Assigned task
Nothing should be left out: output all of the entries exactly.

Task material
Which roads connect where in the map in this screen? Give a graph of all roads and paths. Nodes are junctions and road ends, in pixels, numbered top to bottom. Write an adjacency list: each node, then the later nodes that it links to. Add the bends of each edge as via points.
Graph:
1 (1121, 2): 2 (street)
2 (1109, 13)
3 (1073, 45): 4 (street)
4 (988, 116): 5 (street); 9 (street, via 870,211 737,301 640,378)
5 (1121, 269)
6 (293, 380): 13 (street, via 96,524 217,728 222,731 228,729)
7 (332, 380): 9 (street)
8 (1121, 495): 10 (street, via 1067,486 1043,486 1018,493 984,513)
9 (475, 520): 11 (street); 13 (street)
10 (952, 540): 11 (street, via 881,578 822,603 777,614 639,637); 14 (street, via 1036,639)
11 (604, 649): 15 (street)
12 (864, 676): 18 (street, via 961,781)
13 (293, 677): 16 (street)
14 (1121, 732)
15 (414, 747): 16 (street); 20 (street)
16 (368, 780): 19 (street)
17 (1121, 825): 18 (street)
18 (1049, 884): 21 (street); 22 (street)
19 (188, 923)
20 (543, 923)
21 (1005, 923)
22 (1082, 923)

Worked solution
Which roads connect where in the map in this screen? Give a graph of all roads and paths. Nodes are junctions and road ends, in pixels, numbered top to bottom. Write an adjacency list: each node, then the later nodes that it links to. Add the bends of each edge as via points.
Graph:
1 (1121, 2): 2 (street)
2 (1109, 13)
3 (1073, 45): 4 (street)
4 (988, 116): 5 (street); 9 (street, via 870,211 737,301 640,378)
5 (1121, 269)
6 (293, 380): 13 (street, via 96,524 217,728 222,731 228,729)
7 (332, 380): 9 (street)
8 (1121, 495): 10 (street, via 1067,486 1043,486 1018,493 984,513)
9 (475, 520): 11 (street); 13 (street)
10 (952, 540): 11 (street, via 881,578 822,603 777,614 639,637); 14 (street, via 1036,639)
11 (604, 649): 15 (street)
12 (864, 676): 18 (street, via 961,781)
13 (293, 677): 16 (street)
14 (1121, 732)
15 (414, 747): 16 (street); 20 (street)
16 (368, 780): 19 (street)
17 (1121, 825): 18 (street)
18 (1049, 884): 21 (street); 22 (street)
19 (188, 923)
20 (543, 923)
21 (1005, 923)
22 (1082, 923)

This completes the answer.